Yazarlar tarafından yapılan daha önceki araştırmalar, ameliyat öncesi kırılganlığın ve bilişsel bozukluğun ameliyat sonrası komplikasyonlarla bağlantılı olduğunu, ancak yaşın böyle olmadığını gösterdi. Yazarlara göre, postoperatif deliryum gelişmesiyle ilişkili diğer risk faktörleri arasında sigara ve psikotrop ilaç kullanımı yer alıyor.

St. Michael's'da bir geriatrik tıp görevlisi ve incelemenin baş yazarı olan Dr. Jennifer Watt, "Doğum tarihinizden itibaren kronolojik yaş, her zaman yaşamınız boyunca nasıl yaşlandığınızın doğru bir değerlendirmesi değildir" dedi.

"Bu çalışma, deliryumun elektif ameliyat geçiren yaşlı yetişkinler arasında ne kadar yaygın olduğunu ve kırılganlık dahil olmak üzere geriatrik sendromların risk altında olabilecek yaşlı yetişkinleri belirlemedeki önemini vurguluyor."

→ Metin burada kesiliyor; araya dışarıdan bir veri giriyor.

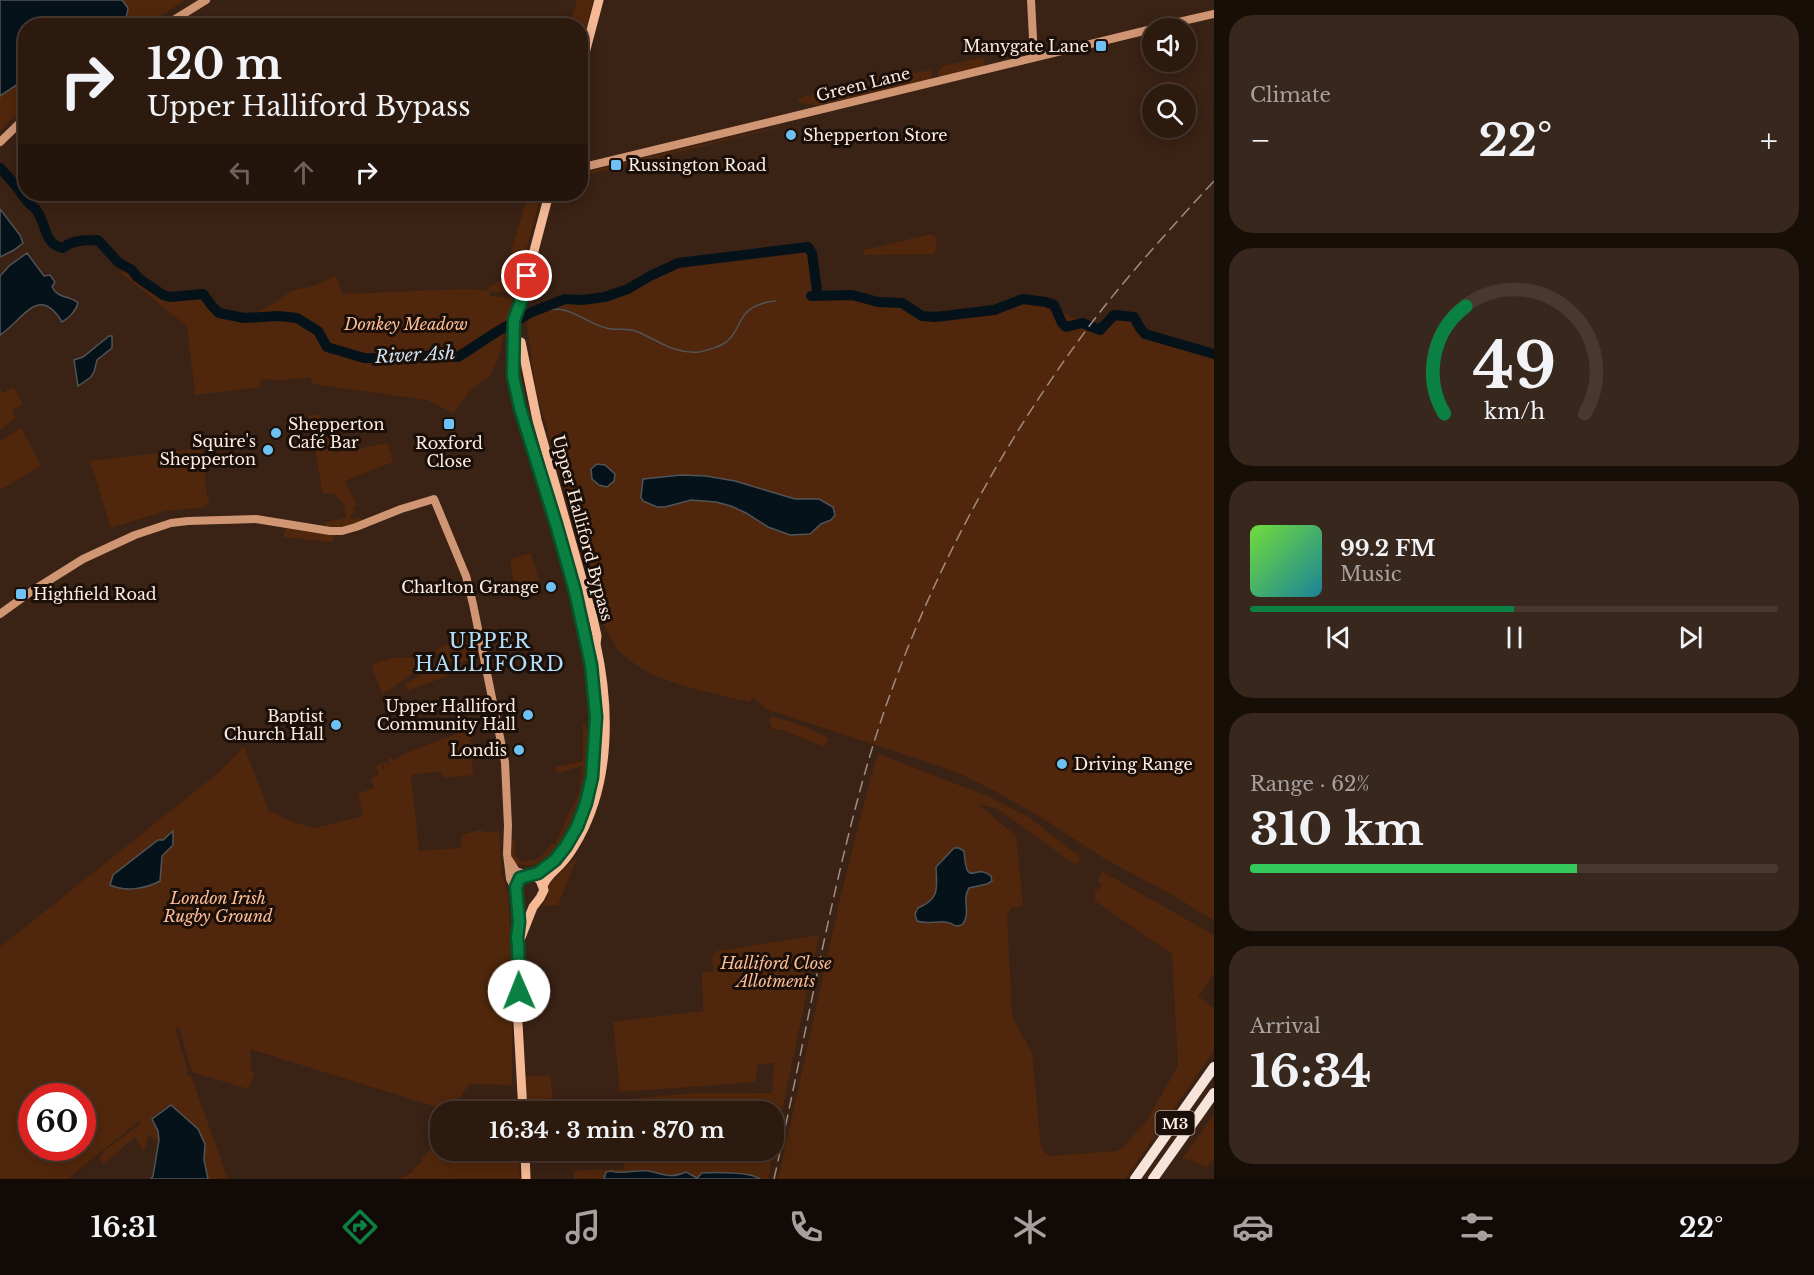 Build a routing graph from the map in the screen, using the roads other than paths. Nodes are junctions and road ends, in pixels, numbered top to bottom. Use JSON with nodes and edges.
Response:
{"nodes":[{"id":1,"x":206,"y":0,"type":"edge"},
{"id":2,"x":599,"y":0,"type":"edge"},
{"id":3,"x":1031,"y":0,"type":"edge"},
{"id":4,"x":1214,"y":14,"type":"edge"},
{"id":5,"x":177,"y":18,"type":"edge"},
{"id":6,"x":1196,"y":18,"type":"edge"},
{"id":7,"x":1142,"y":31,"type":"edge"},
{"id":8,"x":588,"y":42,"type":"edge"},
{"id":9,"x":1034,"y":57,"type":"junction"},
{"id":10,"x":18,"y":125,"type":"edge"},
{"id":11,"x":0,"y":142,"type":"edge"},
{"id":12,"x":588,"y":166,"type":"edge"},
{"id":13,"x":547,"y":201,"type":"edge"},
{"id":14,"x":518,"y":319,"type":"junction"},
{"id":15,"x":521,"y":342,"type":"junction"},
{"id":16,"x":513,"y":367,"type":"junction"},
{"id":17,"x":0,"y":614,"type":"edge"},
{"id":18,"x":507,"y":854,"type":"junction"},
{"id":19,"x":530,"y":875,"type":"junction"},
{"id":20,"x":543,"y":886,"type":"junction"},
{"id":21,"x":516,"y":893,"type":"junction"},
{"id":22,"x":535,"y":902,"type":"junction"},
{"id":23,"x":518,"y":945,"type":"junction"},
{"id":24,"x":1214,"y":1067,"type":"edge"},
{"id":25,"x":1214,"y":1093,"type":"edge"},
{"id":26,"x":522,"y":1101,"type":"edge"},
{"id":27,"x":525,"y":1161,"type":"edge"},
{"id":28,"x":526,"y":1179,"type":"edge"},
{"id":29,"x":1135,"y":1179,"type":"edge"},
{"id":30,"x":1153,"y":1179,"type":"edge"}],
"edges":[{"from":1,"to":5,"type":"street"},
{"from":2,"to":8,"type":"main road"},
{"from":3,"to":9,"type":"street"},
{"from":4,"to":6,"type":"street","name":"Green Lane"},
{"from":7,"to":9,"type":"street","name":"Green Lane"},
{"from":9,"to":12,"type":"street","name":"Green Lane"},
{"from":10,"to":11,"type":"street"},
{"from":13,"to":14,"type":"main road"},
{"from":14,"to":15,"type":"main road"},
{"from":14,"to":16,"type":"main road","name":"Upper Halliford Bypass"},
{"from":15,"to":16,"type":"main road"},
{"from":15,"to":20,"type":"main road","name":"Upper Halliford Bypass"},
{"from":16,"to":19,"type":"main road","name":"Upper Halliford Bypass"},
{"from":17,"to":18,"type":"street"},
{"from":18,"to":19,"type":"street"},
{"from":18,"to":21,"type":"street"},
{"from":19,"to":20,"type":"main road"},
{"from":19,"to":21,"type":"main road"},
{"from":20,"to":22,"type":"main road"},
{"from":21,"to":22,"type":"main road"},
{"from":21,"to":23,"type":"main road"},
{"from":22,"to":23,"type":"main road"},
{"from":23,"to":26,"type":"main road"},
{"from":24,"to":29,"type":"highway","number":"M3"},
{"from":25,"to":30,"type":"highway","number":"M3"},
{"from":27,"to":28,"type":"main road"}]} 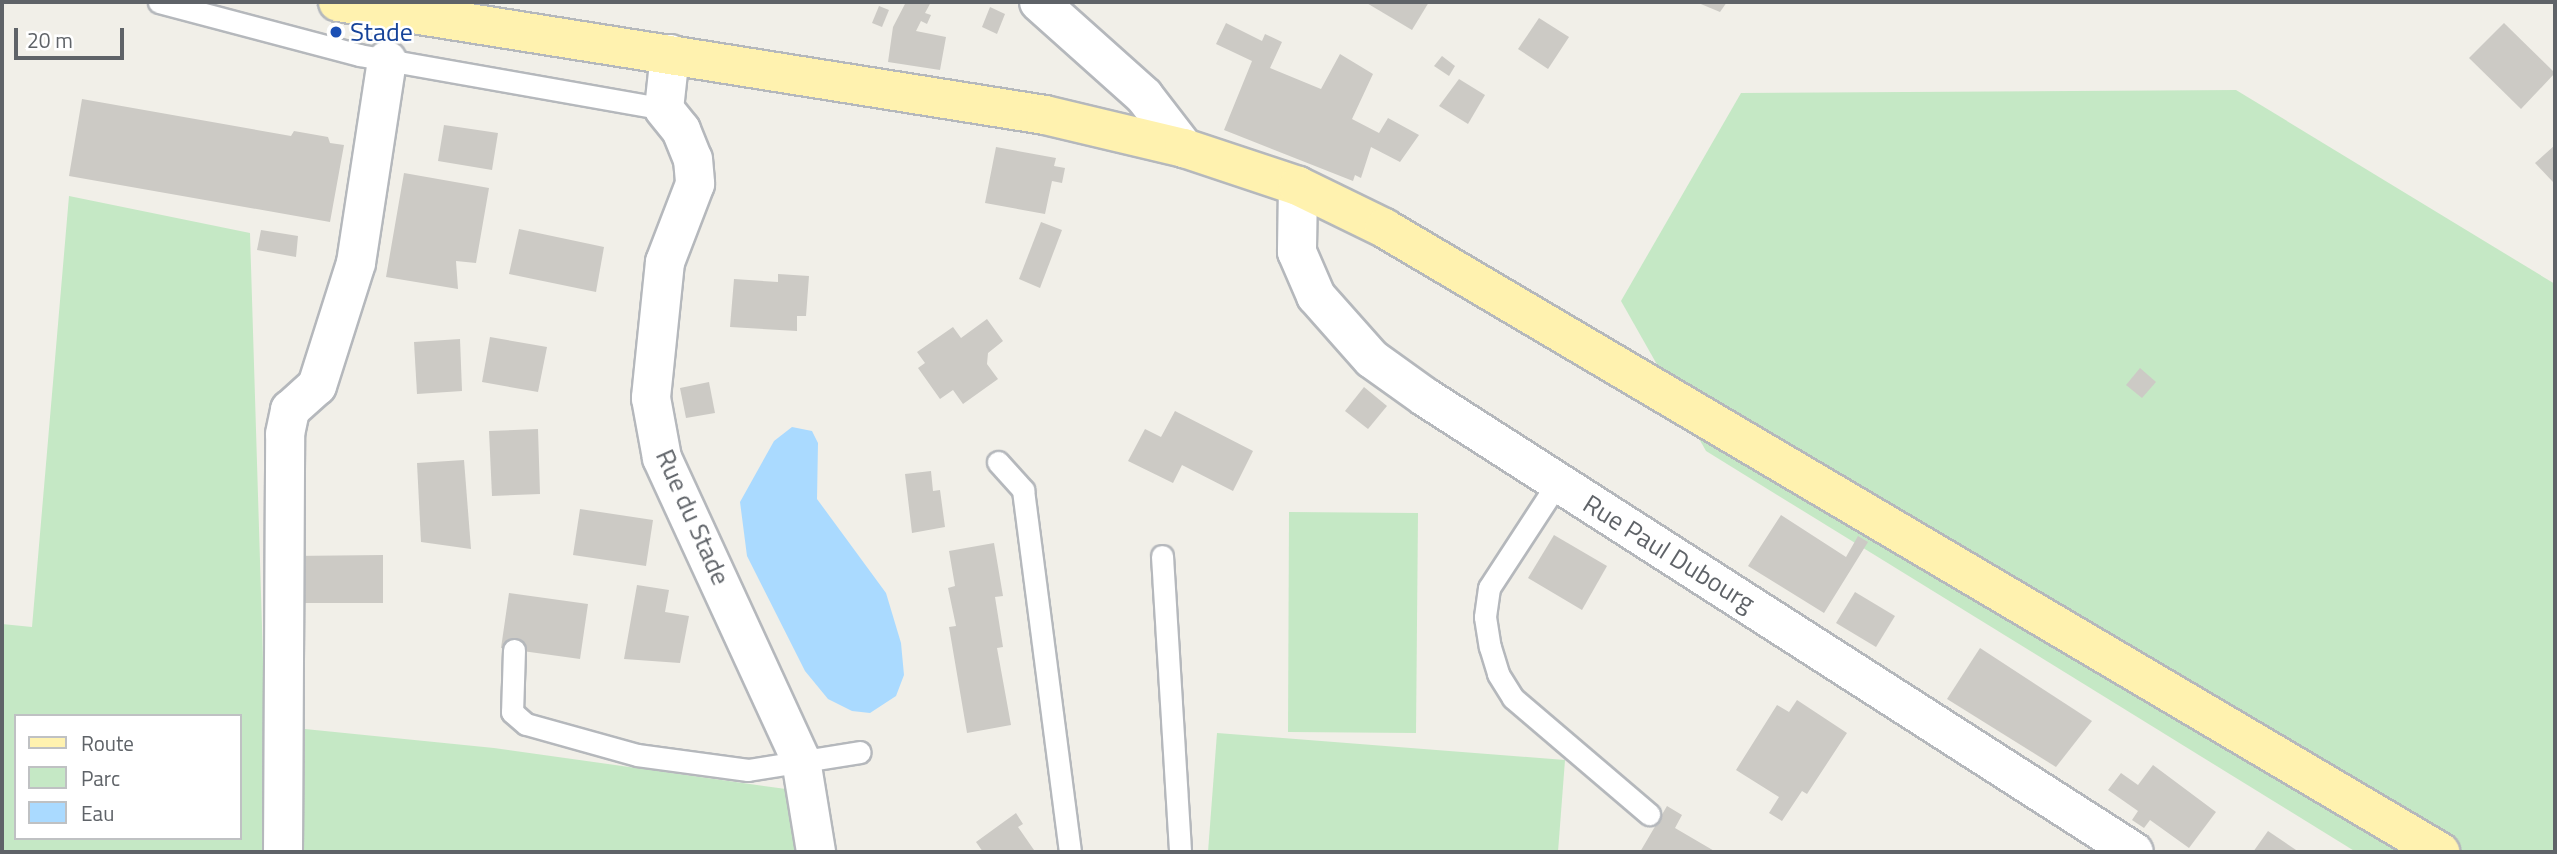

Araştırmacılar, 9.000'den fazla hastayı (60 yaş ve üstü) içeren ve elektif cerrahiyi takiben postoperatif deliryum hakkında rapor veren mevcut 41 çalışmayı gözden geçirdiler. Bulgular, altı yaşlı yetişkinden birinin elektif cerrahiden sonra deliryum yaşadığını göstermektedir.

Araştırmacılar ayrıca, bakıcı desteği alan hastaların elektif cerrahiden sonra deliryum yaşama olasılığının, olmayanlara göre yüzde 30 daha az olduğunu buldular.

İncelemeye göre bakıcı desteği, hastanın evli olması veya ortalamadan fazla ziyaretçiye sahip olması olarak tanımlandı. Gözden geçirmeye dahil edilen çalışmalar, bakıcı desteğinin ameliyattan önce mi, ameliyattan sonra mı yoksa her ikisini birden mi geldiğini belirtmedi.

Watt, "Önceki araştırmalar, ailelerin hastayı harekete geçirmeye veya yönlendirmeye yardımcı olmak gibi farmakolojik olmayan bir müdahale sunduğunda, hastanın kalça ameliyatından sonra deliryum yaşama olasılığının daha düşük olduğunu gösterdi" dedi. "Bu incelemede gördüğümüz şey, bu şeylerden bazılarını sevdikleri için halihazırda yapıyor olmasının bir sonucu olabilir."

İncelemeye göre, elektif cerrahiden sonra deliryum gelişen hastalar, diğer olumsuz cerrahi sonrası sonuçlar geliştirme riski de daha yüksektir ve başka bir hastaneye, uzun süreli bir bakım tesisine taburcu edilme veya ameliyattan sonra ölme olasılığı daha yüksektir.

Yazarlar, yaşlı yetişkinlerin elektif bir ameliyattan önce kardiyovasküler ve solunum riski açısından değerlendirilmesine rağmen, deliryum da dahil olmak üzere yaşlı erişkinlerde daha yaygın olan risk faktörlerine çoğu zaman yeterince dikkat edilmediğini söyledi.

Watt, "Postoperatif deliryum, elektif cerrahi geçiren yaşlı yetişkinlerin yaşadığı yaygın ancak önlenebilir bir komplikasyondur" dedi. "Deliryum risk faktörlerini anlamak, klinisyenlere, hastalara ve bakıcılara, yükünü azaltmayı amaçlayan müdahaleleri hedeflemelerine yardımcı olabilir."